There's an old-school quality to the gameplay that may or may not work for modern sensibilities. The action is technically proficient, but never gets into anything too creative or flashy. And as cool as it can be to go into bullet time, I often found it just easier to eliminate enemies without triggering it at all. The level design is one of the weaker parts of the title as well. There's almost no verticality, and the maze-like design comes across as more tedious than anything else. Your objective in each location – arrive in an elevator, rescue hostages – is almost always the same. At a certain point, repeating the same actions in slightly different locations begins to get old.
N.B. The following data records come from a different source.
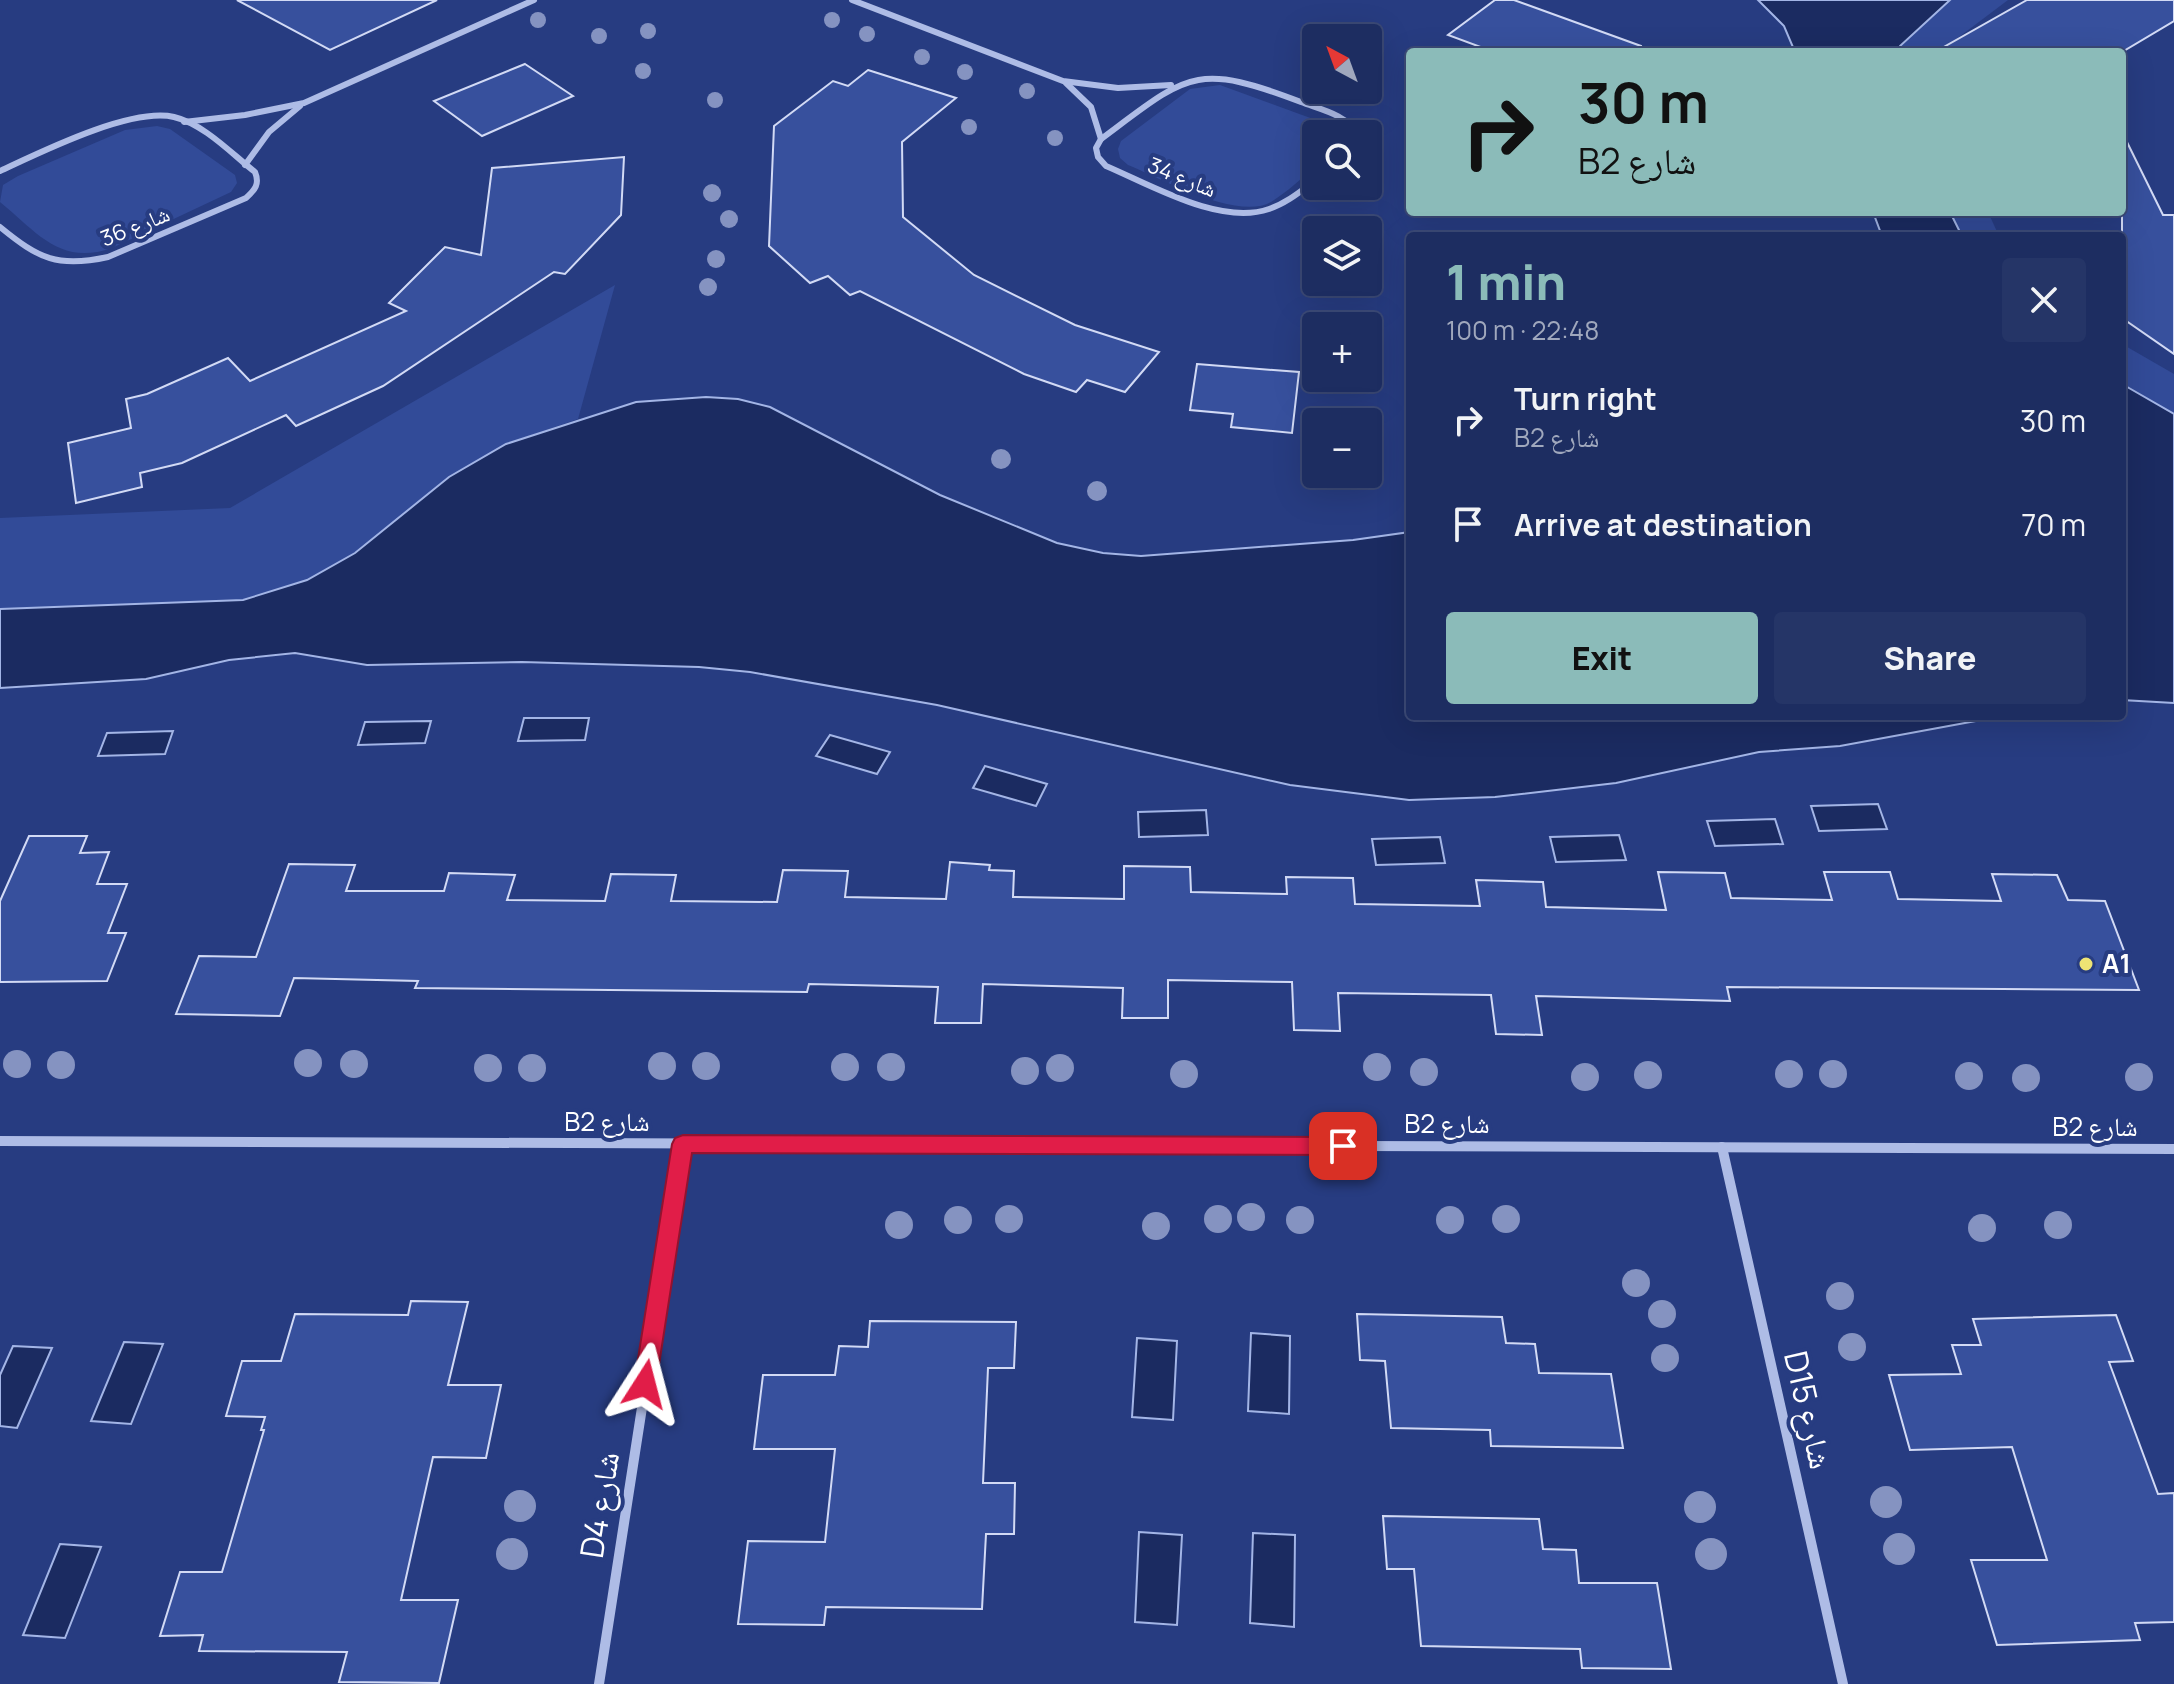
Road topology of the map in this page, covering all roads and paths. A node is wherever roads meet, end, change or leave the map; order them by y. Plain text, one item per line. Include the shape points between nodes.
1 (534, 0) edge
2 (852, 0) edge
3 (1063, 81) junction
4 (1174, 85) junction
5 (304, 103) junction
6 (1346, 120) edge
7 (184, 122) junction
8 (1101, 139) junction
9 (245, 165) junction
10 (0, 171) edge
11 (1302, 189) edge
12 (0, 227) edge
13 (0, 1141) edge
14 (683, 1144) junction
15 (1722, 1147) junction
16 (2174, 1149) edge
17 (599, 1684) edge
18 (1843, 1684) edge

1 - 5 street
2 - 3 street, شارع 34
3 - 4 street, شارع 34 via 1118,88
3 - 8 street, شارع 34 via 1092,107
4 - 6 street, شارع 34 via 1201,77 1232,80
4 - 8 street, شارع 34
5 - 7 street
5 - 9 street via 269,132
7 - 9 street
7 - 10 street via 157,115 131,119
8 - 11 street, شارع 34 via 1096,148 1106,166 1225,213 1271,210
9 - 12 street, شارع 36 via 258,180 246,198 108,257 50,263
13 - 14 street, B2 شارع
14 - 15 street, B2 شارع
14 - 17 street, D4 شارع
15 - 16 street, B2 شارع
15 - 18 street, D15 شارع

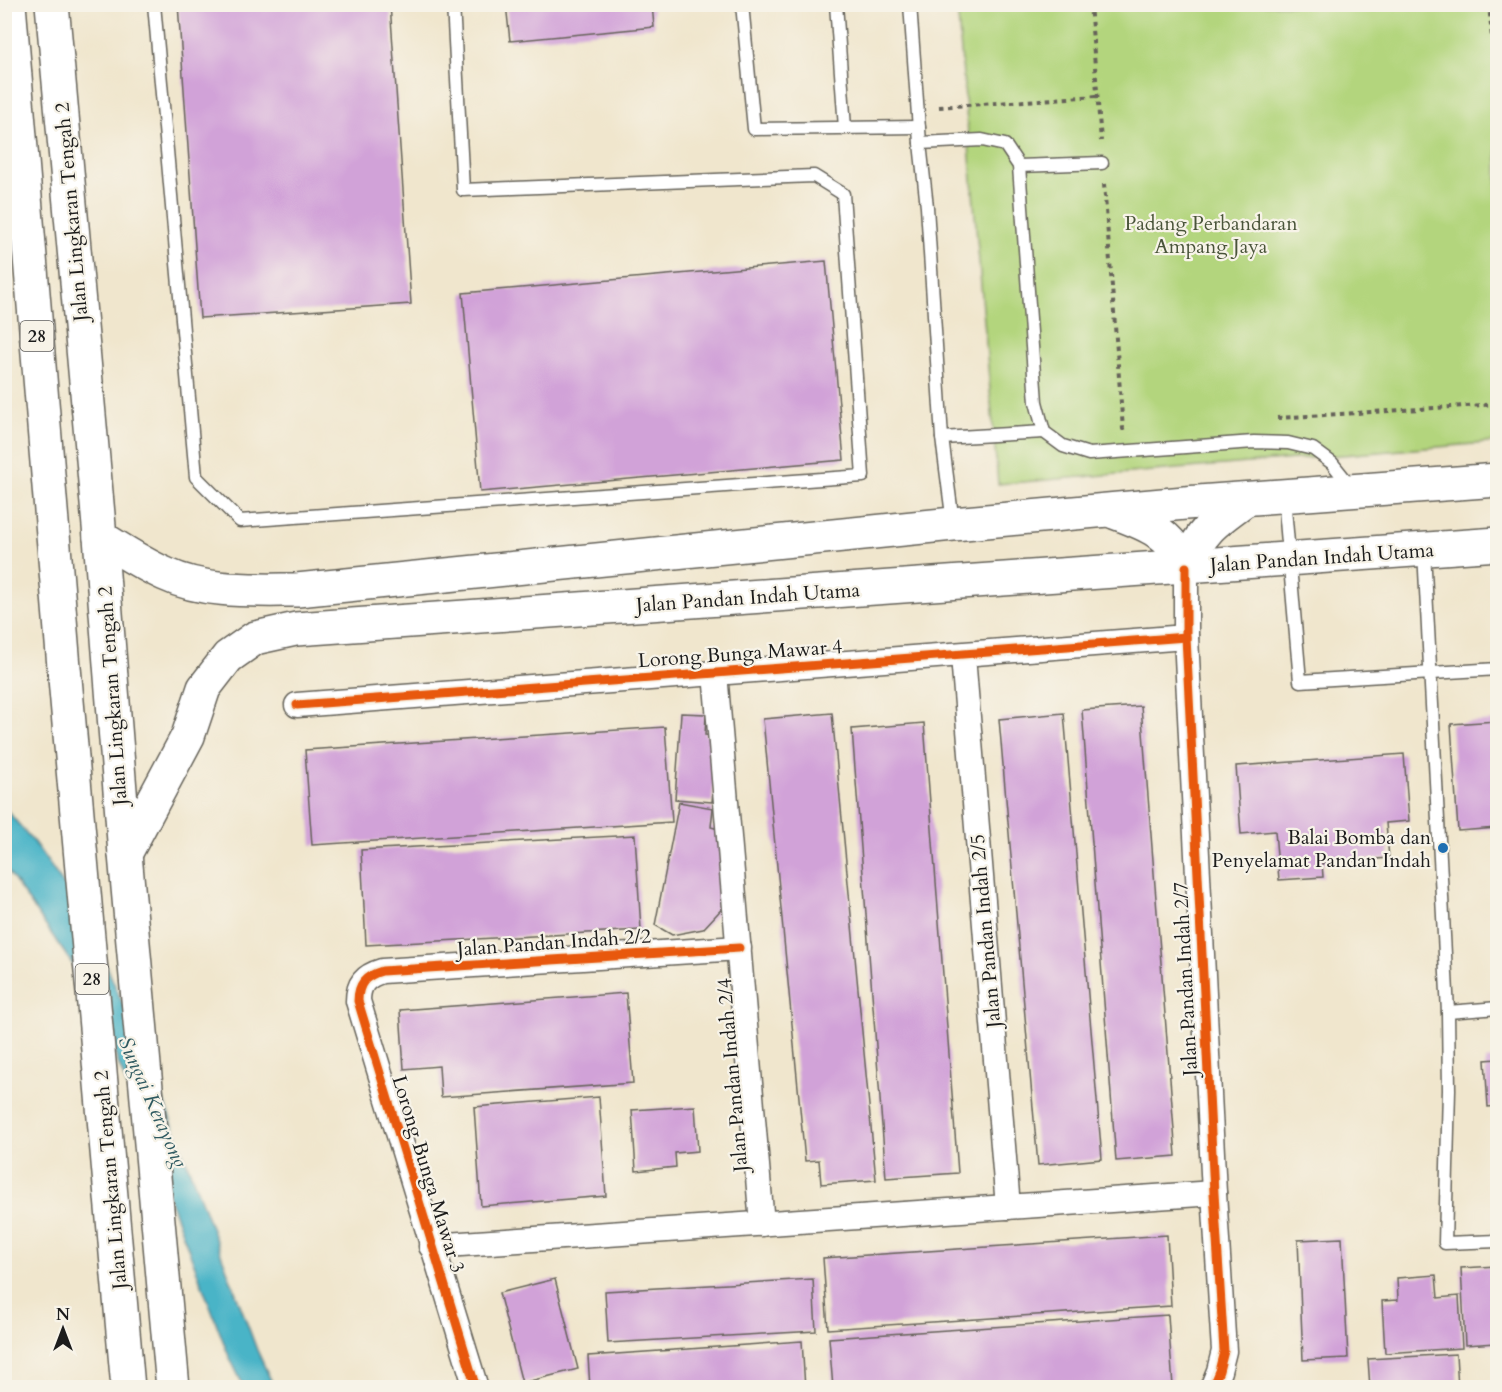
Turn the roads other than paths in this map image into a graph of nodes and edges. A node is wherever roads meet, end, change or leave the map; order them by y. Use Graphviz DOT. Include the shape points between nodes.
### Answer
graph roads {
  1 [pos="9,4"];
  2 [pos="52,4"];
  3 [pos="154,4"];
  4 [pos="453,4"];
  5 [pos="742,4"];
  6 [pos="836,4"];
  7 [pos="910,4"];
  8 [pos="919,127"];
  9 [pos="844,128"];
  10 [pos="920,143"];
  11 [pos="1102,163"];
  12 [pos="1018,166"];
  13 [pos="1044,432"];
  14 [pos="942,438"];
  15 [pos="1497,480"];
  16 [pos="1355,492"];
  17 [pos="1284,496"];
  18 [pos="1246,499"];
  19 [pos="1108,510"];
  20 [pos="953,524"];
  21 [pos="100,537"];
  22 [pos="1497,544"];
  23 [pos="1424,550"];
  24 [pos="1289,560"];
  25 [pos="1186,567"];
  26 [pos="1186,637"];
  27 [pos="963,656"];
  28 [pos="1497,669"];
  29 [pos="715,673"];
  30 [pos="1432,673"];
  31 [pos="297,705"];
  32 [pos="125,854"];
  33 [pos="739,948"];
  34 [pos="371,974"];
  35 [pos="1497,1008"];
  36 [pos="1448,1012"];
  37 [pos="1214,1193"];
  38 [pos="1008,1207"];
  39 [pos="762,1224"];
  40 [pos="1497,1240"];
  41 [pos="431,1246"];
  42 [pos="127,1386"];
  43 [pos="173,1388"];
  44 [pos="476,1388"];
  45 [pos="1212,1388"];
  1 -- 42 [label="main road, Jalan Lingkaran Tengah 2 / 28"];
  2 -- 21 [label="main road, Jalan Lingkaran Tengah 2 / 28"];
  3 -- 4 [label="lane" via="196,477 240,521 863,476 843,194 814,176 463,190"];
  5 -- 9 [label="lane" via="754,129"];
  6 -- 9 [label="lane"];
  7 -- 8 [label="lane"];
  8 -- 9 [label="lane"];
  8 -- 10 [label="lane"];
  10 -- 12 [label="lane" via="982,140 1005,145"];
  10 -- 14 [label="lane"];
  11 -- 12 [label="lane"];
  12 -- 13 [label="lane" via="1036,402"];
  13 -- 14 [label="lane"];
  13 -- 16 [label="lane" via="1063,446 1089,454 1288,443 1313,449 1332,463"];
  14 -- 20 [label="lane"];
  15 -- 16 [label="main road"];
  16 -- 17 [label="main road"];
  17 -- 18 [label="main road"];
  17 -- 24 [label="lane"];
  18 -- 19 [label="main road"];
  18 -- 25 [label="main road" via="1201,536"];
  19 -- 20 [label="main road"];
  19 -- 25 [label="main road" via="1157,530 1178,551"];
  20 -- 21 [label="main road" via="297,590 238,590 198,584 166,575"];
  21 -- 32 [label="main road, Jalan Lingkaran Tengah 2 / 28"];
  22 -- 23 [label="main road, Jalan Pandan Indah Utama"];
  23 -- 24 [label="main road, Jalan Pandan Indah Utama"];
  23 -- 30 [label="lane"];
  24 -- 25 [label="main road, Jalan Pandan Indah Utama"];
  24 -- 30 [label="lane" via="1300,681"];
  25 -- 26 [label="street, Jalan Pandan Indah 2/7"];
  25 -- 32 [label="main road, Jalan Pandan Indah Utama" via="296,628 255,638 228,657 204,688 188,736"];
  26 -- 27 [label="street, Lorong Bunga Mawar 4"];
  26 -- 37 [label="street, Jalan Pandan Indah 2/7"];
  27 -- 29 [label="street, Lorong Bunga Mawar 4"];
  27 -- 38 [label="street, Jalan Pandan Indah 2/5"];
  28 -- 30 [label="lane"];
  29 -- 31 [label="street, Lorong Bunga Mawar 4"];
  29 -- 33 [label="street, Jalan Pandan Indah 2/4"];
  30 -- 36 [label="lane"];
  32 -- 43 [label="main road, Jalan Lingkaran Tengah 2 / 28"];
  33 -- 34 [label="street, Jalan Pandan Indah 2/2"];
  33 -- 39 [label="street, Jalan Pandan Indah 2/4"];
  34 -- 41 [label="street, Lorong Bunga Mawar 3" via="358,990 358,1001"];
  35 -- 36 [label="lane"];
  36 -- 40 [label="lane" via="1445,1243"];
  37 -- 38 [label="street"];
  37 -- 45 [label="street, Jalan Pandan Indah 2/7" via="1224,1351"];
  38 -- 39 [label="street"];
  39 -- 41 [label="street"];
  41 -- 44 [label="street, Lorong Bunga Mawar 3"];
}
For as tedious as navigating the levels can get, at least they have a cool look to them. James Savage is taking a one-way elevator trip into a strange void beneath the motel he staked himself in. As you get deeper and deeper into this void, the once normal looking motel corridors begin to morph into something much odder. One area seems to be a medieval castle and courtyard, while another has the look of the slimy innards of a beast. There's only so much detail to be found to these locations, though, as the purposely old-school graphics aren't capable of displaying much more. The visuals harken back to early PlayStation 2 tech, which is appropriate given the Max Payne connections. This means that both the levels and character designs are lacking in individual detail. It works for the vibe of the story and world, though. It's abstract, weird and off-putting, and I think it fits perfectly for what this game is.
The voice acting is also one of the best parts of the title. Xalavier Nelson Jr, who also serves as the title's writer/director, fully inhabits the role of James. Without his cadence, the monologuing of our hero would probably come across as more silly than anything else. He also has great rapport with Emme Montgomery, who plays Draculae. The two do a great job of conveying both the good and bad times their two characters experienced together. The pulsating soundtrack mostly manages to fit the action on-screen, but there are some issues with it. The big one is that there are certain levels backed by rap tracks that I don't think fit the mood of the game at all. They felt out of place. The other is that you take too long in a level, the sound will cut-off completely. Not sure if this was a design choice, or issue on the Steam Deck, but it was quite noticeable.
El Paso, Elsewhere is ultimately a game where the story and visuals elevate the gameplay. The supernatural showdown in West Texas delivers both a fun monster slaying adventure, and an agonizing depiction of love gone wrong. The frosty relationship between James and Draculae is depicted perfectly. The gameplay isn't terrible by any stretch, but it does lack the magic of the rest of the package. It's a cookie cutter third-person shooter with iffy level design and the time slowing gimmick. Regardless, I still think this unique tale of love and death is worth delving into. Whether you choose to play through it during the current spooky season, or on a bitter Valentine's Day, I think you'll come away impressed.